Failing to free a tensor allocated while a torch.cuda.Mempool is active results in that tensor being freed with cudaFree() rather than the custom free function.

@youkaichao

🐛 Describe the bug

Currently, in the main branch, torch.cuda.MemPool was recently merged, which should allow for us to mix and match allocators in pytorch, but I have found that the current implementation is broken.
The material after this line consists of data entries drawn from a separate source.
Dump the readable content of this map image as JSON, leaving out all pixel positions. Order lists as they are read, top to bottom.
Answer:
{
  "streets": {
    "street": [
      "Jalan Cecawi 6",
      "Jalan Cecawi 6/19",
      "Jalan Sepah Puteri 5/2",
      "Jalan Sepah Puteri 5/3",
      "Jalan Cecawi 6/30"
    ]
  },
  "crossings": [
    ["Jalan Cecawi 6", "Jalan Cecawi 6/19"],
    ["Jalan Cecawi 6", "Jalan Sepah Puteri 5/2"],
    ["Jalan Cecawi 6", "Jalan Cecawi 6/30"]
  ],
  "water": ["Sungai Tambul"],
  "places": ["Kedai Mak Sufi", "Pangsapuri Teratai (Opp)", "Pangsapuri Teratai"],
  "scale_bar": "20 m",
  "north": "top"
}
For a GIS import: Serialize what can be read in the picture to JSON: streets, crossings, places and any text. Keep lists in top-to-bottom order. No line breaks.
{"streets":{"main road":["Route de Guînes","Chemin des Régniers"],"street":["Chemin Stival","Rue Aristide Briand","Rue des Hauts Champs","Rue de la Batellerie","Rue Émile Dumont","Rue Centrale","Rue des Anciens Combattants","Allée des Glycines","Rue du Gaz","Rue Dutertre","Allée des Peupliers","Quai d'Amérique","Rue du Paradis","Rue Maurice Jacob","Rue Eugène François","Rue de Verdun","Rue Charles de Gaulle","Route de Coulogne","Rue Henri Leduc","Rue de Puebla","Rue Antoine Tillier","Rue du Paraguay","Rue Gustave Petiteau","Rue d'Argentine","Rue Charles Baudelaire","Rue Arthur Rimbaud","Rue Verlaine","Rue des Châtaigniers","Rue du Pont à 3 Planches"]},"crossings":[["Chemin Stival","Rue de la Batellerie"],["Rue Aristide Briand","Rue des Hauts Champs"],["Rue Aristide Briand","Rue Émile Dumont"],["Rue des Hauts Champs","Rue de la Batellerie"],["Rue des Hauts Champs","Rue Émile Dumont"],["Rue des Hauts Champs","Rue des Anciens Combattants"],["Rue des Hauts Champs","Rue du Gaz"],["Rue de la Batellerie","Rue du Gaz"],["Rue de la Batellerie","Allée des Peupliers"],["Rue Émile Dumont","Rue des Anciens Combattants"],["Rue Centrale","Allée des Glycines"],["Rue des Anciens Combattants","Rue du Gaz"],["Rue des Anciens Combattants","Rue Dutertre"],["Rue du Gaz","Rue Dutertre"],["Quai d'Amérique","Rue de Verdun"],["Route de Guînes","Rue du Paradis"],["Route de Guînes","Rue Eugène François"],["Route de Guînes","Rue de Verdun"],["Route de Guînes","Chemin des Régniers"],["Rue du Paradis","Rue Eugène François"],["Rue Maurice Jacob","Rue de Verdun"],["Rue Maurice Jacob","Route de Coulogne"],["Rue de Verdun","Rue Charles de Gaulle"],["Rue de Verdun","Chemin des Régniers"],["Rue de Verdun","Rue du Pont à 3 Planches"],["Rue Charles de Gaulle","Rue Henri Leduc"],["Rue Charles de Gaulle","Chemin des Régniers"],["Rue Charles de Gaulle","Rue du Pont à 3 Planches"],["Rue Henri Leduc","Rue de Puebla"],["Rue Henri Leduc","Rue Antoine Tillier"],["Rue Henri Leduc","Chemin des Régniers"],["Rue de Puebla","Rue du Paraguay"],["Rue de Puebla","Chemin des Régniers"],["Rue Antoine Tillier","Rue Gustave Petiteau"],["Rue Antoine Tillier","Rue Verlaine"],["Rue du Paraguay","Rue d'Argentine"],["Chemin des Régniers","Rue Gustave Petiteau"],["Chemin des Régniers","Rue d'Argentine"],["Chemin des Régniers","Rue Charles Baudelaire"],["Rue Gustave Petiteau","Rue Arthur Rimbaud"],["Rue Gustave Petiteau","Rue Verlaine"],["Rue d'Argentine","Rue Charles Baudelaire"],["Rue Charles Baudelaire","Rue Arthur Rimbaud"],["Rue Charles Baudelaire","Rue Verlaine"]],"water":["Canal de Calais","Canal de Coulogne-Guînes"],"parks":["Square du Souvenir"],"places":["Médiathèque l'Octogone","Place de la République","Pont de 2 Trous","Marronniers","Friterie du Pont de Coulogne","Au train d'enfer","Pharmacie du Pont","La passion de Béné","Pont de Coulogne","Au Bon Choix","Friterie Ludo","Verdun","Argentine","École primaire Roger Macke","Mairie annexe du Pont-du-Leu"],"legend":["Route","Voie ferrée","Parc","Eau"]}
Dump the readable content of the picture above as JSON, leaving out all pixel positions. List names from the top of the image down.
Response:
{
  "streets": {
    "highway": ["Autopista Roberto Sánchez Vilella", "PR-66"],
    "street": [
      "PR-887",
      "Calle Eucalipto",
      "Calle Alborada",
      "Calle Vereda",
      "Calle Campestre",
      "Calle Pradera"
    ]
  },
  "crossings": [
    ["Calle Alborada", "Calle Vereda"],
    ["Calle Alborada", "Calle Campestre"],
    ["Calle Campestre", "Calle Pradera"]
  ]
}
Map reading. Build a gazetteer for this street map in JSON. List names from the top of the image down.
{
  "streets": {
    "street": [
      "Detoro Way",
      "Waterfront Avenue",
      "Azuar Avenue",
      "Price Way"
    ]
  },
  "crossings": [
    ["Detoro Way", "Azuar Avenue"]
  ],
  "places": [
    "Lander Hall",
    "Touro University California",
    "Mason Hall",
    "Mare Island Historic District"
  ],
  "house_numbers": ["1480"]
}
I was inspired by recent work to "suspend" temporary GPU buffers in cuda graphs used by cuda graphs, that both sglang and vLLM seem to have explored very recently:

sgl-project/sglang#2630
vllm-project/vllm#11743

CUDAGraphs "bake in" their virtual addresses. By using the CUDA VMM APIs, https://docs.nvidia.com/cuda/cuda-driver-api/group__CUDA__VA.html, we can deallocate the physical backing memory without deallocating the virtual addresses, thus fixing the problem that cudagraphs hold memory that other cuda graphs or non cuda graph code cannot use. This is an alternative to sharing a mempool id, but more flexible in my opinion, because we can suspend "non-cudagraph" memory allocations (i.e., allocations not made during cuda graph capture; KV cache is the most obvious beneficiary of this) as well with this. Additionally, we can explore suspending the cudaGraphExec_t itself, which sits in GPU memory and can be substantial in size because each node is 10kiB and it is not abnormal to have a cuda graph with 10,000 or more nodes for large workloads, which is ~100 MiB. But that is not the immediate use case.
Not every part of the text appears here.